Martı nasıl olduysa, bizim apartmanın ışıklık diye tabir edilen boşluğuna düşmüştü. Apartman boşluğundan iki gündür sesler geliyordu. Bende içimden komşulara kızıp duruyordum ışıklığa çöp atıyorlar diye. En son dayamayıp bakacağım dedim kimmiş bu çöp atan. Bir de ne göreyim kocaman bir martı, yeterince havalanamadığı için uçmaya çalışıyor fakat uçamayıp tekrar boşluğa düşüyordu. Göz gördü artık martıyı orada bırakmak ne mümkün. Ama nasıl çıkartacağız onu oradan? İtfaiyeyi arayalım dedim. Aradık.’’ Martılar kendi çıkabilir, kedi olsa gelirdik’’ dediler. Martıcık kedi olmadığına mı üzülsün orada mahsur kaldığına mı üzülsün… Kaldık yani martıyla baş başa. Nasıl yapmalı nasıl kurtarmalı martıyı? Aşağıya ineceğiz dedim, ışıklığa. İndik ama martıyı kurtarmak mümkün değil martı çok korkmuş, bize saldırıyor. Biz de onu kurtarmaya çalışıyoruz. Bir an martı köşeye sıkıştı tam alacağız derken martıyı, ışıklığın kenarında boşluk varmış meğer, martı o boşluktan aşağıya düştü.

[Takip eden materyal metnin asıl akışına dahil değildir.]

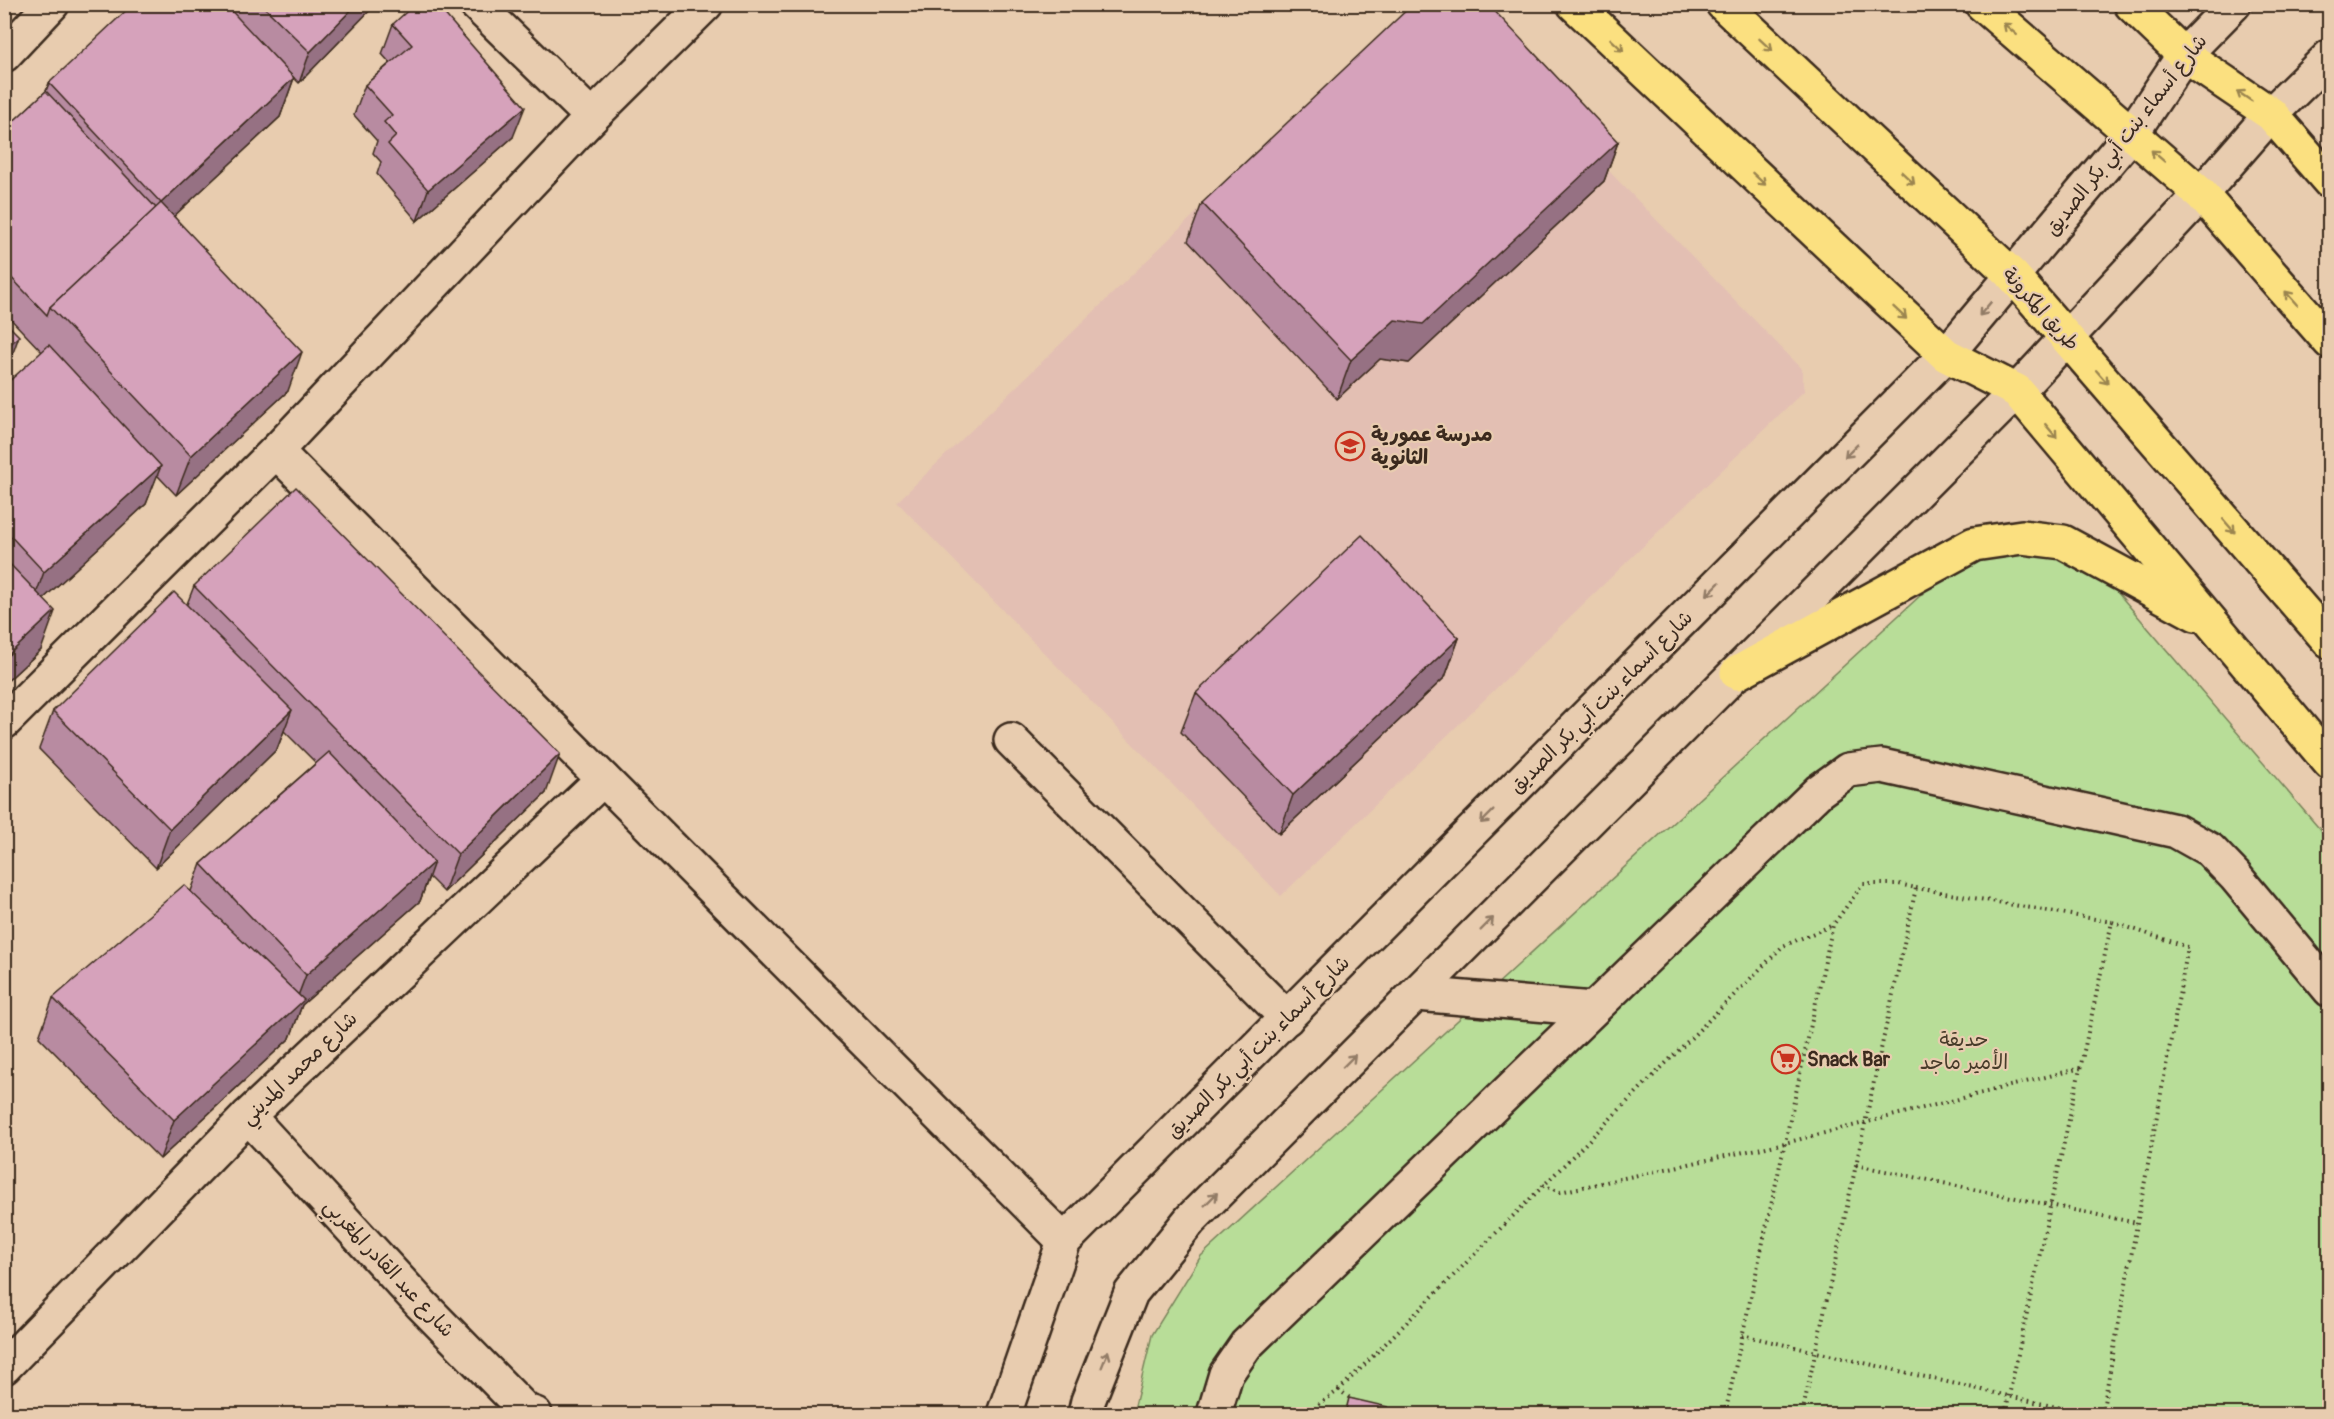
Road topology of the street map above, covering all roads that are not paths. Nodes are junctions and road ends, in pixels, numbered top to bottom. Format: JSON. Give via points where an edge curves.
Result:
{"nodes":[{"id":1,"x":52,"y":4,"type":"edge"},
{"id":2,"x":476,"y":4,"type":"edge"},
{"id":3,"x":706,"y":4,"type":"edge"},
{"id":4,"x":1574,"y":4,"type":"edge"},
{"id":5,"x":1723,"y":4,"type":"edge"},
{"id":6,"x":1982,"y":4,"type":"edge"},
{"id":7,"x":2131,"y":4,"type":"edge"},
{"id":8,"x":2234,"y":4,"type":"edge"},
{"id":9,"x":4,"y":55,"type":"edge"},
{"id":10,"x":2184,"y":55,"type":"junction"},
{"id":11,"x":2330,"y":56,"type":"edge"},
{"id":12,"x":2271,"y":114,"type":"junction"},
{"id":13,"x":592,"y":117,"type":"junction"},
{"id":14,"x":2132,"y":133,"type":"junction"},
{"id":15,"x":2330,"y":182,"type":"edge"},
{"id":16,"x":2201,"y":194,"type":"junction"},
{"id":17,"x":2013,"y":276,"type":"junction"},
{"id":18,"x":2067,"y":336,"type":"junction"},
{"id":19,"x":2330,"y":342,"type":"edge"},
{"id":20,"x":1946,"y":355,"type":"junction"},
{"id":21,"x":2017,"y":391,"type":"junction"},
{"id":22,"x":276,"y":451,"type":"junction"},
{"id":23,"x":2212,"y":623,"type":"junction"},
{"id":24,"x":2330,"y":642,"type":"edge"},
{"id":25,"x":1737,"y":674,"type":"junction"},
{"id":26,"x":4,"y":722,"type":"edge"},
{"id":27,"x":1011,"y":740,"type":"dead end"},
{"id":28,"x":2330,"y":763,"type":"edge"},
{"id":29,"x":603,"y":779,"type":"junction"},
{"id":30,"x":2330,"y":990,"type":"edge"},
{"id":31,"x":1417,"y":994,"type":"junction"},
{"id":32,"x":1593,"y":1009,"type":"junction"},
{"id":33,"x":1287,"y":1018,"type":"junction"},
{"id":34,"x":248,"y":1116,"type":"junction"},
{"id":35,"x":1064,"y":1241,"type":"junction"},
{"id":36,"x":4,"y":1367,"type":"edge"},
{"id":37,"x":535,"y":1414,"type":"edge"},
{"id":38,"x":1004,"y":1414,"type":"edge"},
{"id":39,"x":1085,"y":1414,"type":"edge"},
{"id":40,"x":1214,"y":1414,"type":"edge"}],
"edges":[{"from":1,"to":9,"type":"street"},
{"from":2,"to":13,"type":"street"},
{"from":3,"to":13,"type":"street"},
{"from":4,"to":20,"type":"main road","one_way":true},
{"from":5,"to":17,"type":"main road","name":"طريق المكرونة","one_way":true},
{"from":14,"to":6,"type":"main road","one_way":true},
{"from":7,"to":10,"type":"main road"},
{"from":8,"to":10,"type":"street","name":"شارع أسماء بنت أبي بكر الصديق"},
{"from":12,"to":10,"type":"main road","one_way":true},
{"from":10,"to":14,"type":"street","name":"شارع أسماء بنت أبي بكر الصديق"},
{"from":11,"to":12,"type":"street"},
{"from":12,"to":15,"type":"main road"},
{"from":12,"to":16,"type":"street"},
{"from":13,"to":22,"type":"street"},
{"from":16,"to":14,"type":"main road","one_way":true},
{"from":14,"to":17,"type":"street","name":"شارع أسماء بنت أبي بكر الصديق"},
{"from":16,"to":18,"type":"street"},
{"from":19,"to":16,"type":"main road","one_way":true},
{"from":17,"to":18,"type":"main road","name":"طريق المكرونة"},
{"from":17,"to":20,"type":"street","name":"شارع أسماء بنت أبي بكر الصديق","one_way":true},
{"from":18,"to":21,"type":"street"},
{"from":18,"to":24,"type":"main road","name":"طريق المكرونة","one_way":true},
{"from":20,"to":21,"type":"main road"},
{"from":20,"to":33,"type":"street","name":"شارع أسماء بنت أبي بكر الصديق","one_way":true},
{"from":21,"to":23,"type":"main road","one_way":true},
{"from":21,"to":25,"type":"street"},
{"from":22,"to":26,"type":"street"},
{"from":22,"to":29,"type":"street"},
{"from":23,"to":25,"type":"main road","via":[[2063,542],[2022,537],[1974,544]]},
{"from":23,"to":28,"type":"main road"},
{"from":31,"to":25,"type":"street","one_way":true},
{"from":27,"to":33,"type":"street"},
{"from":29,"to":34,"type":"street","name":"شارع محمد المديني"},
{"from":29,"to":35,"type":"street"},
{"from":30,"to":32,"type":"street","via":[[2210,850],[2176,831],[1882,765],[1848,770],[1819,791]]},
{"from":31,"to":32,"type":"street"},
{"from":39,"to":31,"type":"street","one_way":true,"via":[[1131,1293],[1190,1220]]},
{"from":32,"to":40,"type":"street","via":[[1246,1345],[1226,1374]]},
{"from":33,"to":35,"type":"street","name":"شارع أسماء بنت أبي بكر الصديق"},
{"from":34,"to":36,"type":"street","name":"شارع محمد المديني"},
{"from":34,"to":37,"type":"street","name":"شارع عبد القادر المغربي","via":[[421,1304],[526,1411]]},
{"from":35,"to":38,"type":"street","name":"شارع أسماء بنت أبي بكر الصديق"}]}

O an ki dehşetimi anlatamam size martı için her şey bitmişti artık… İki duvarın arasındaki boşluğa düşmüştü, her şey bitmişti martı için, derken; meğer o boşluk zemin katın bahçesine açılıyormuş. Hemen zemin kattaki komşuya indik. Pardon sizin bahçeye bizim martı düştü de! Tabi ki buyurun dedi. Hemen bahçeye çıktık ama martı yakalatmıyor kendini. Bizde martıya korkmadan, zarar görmeden geçebileceği bir koridor oluşturduk. Martı bahçeden mutfağa, oradan koridora, koridor kapısından apartmanın içine, oradan da apartman kapısından dışarı özgürlüğüne uçtu.
Tam da her şey bitmişken evrenin bütün kapıları açıldı martı için ve martı o kapılardan Kocaman kanatlarını açarak uçtu gitti özgürlüğüne…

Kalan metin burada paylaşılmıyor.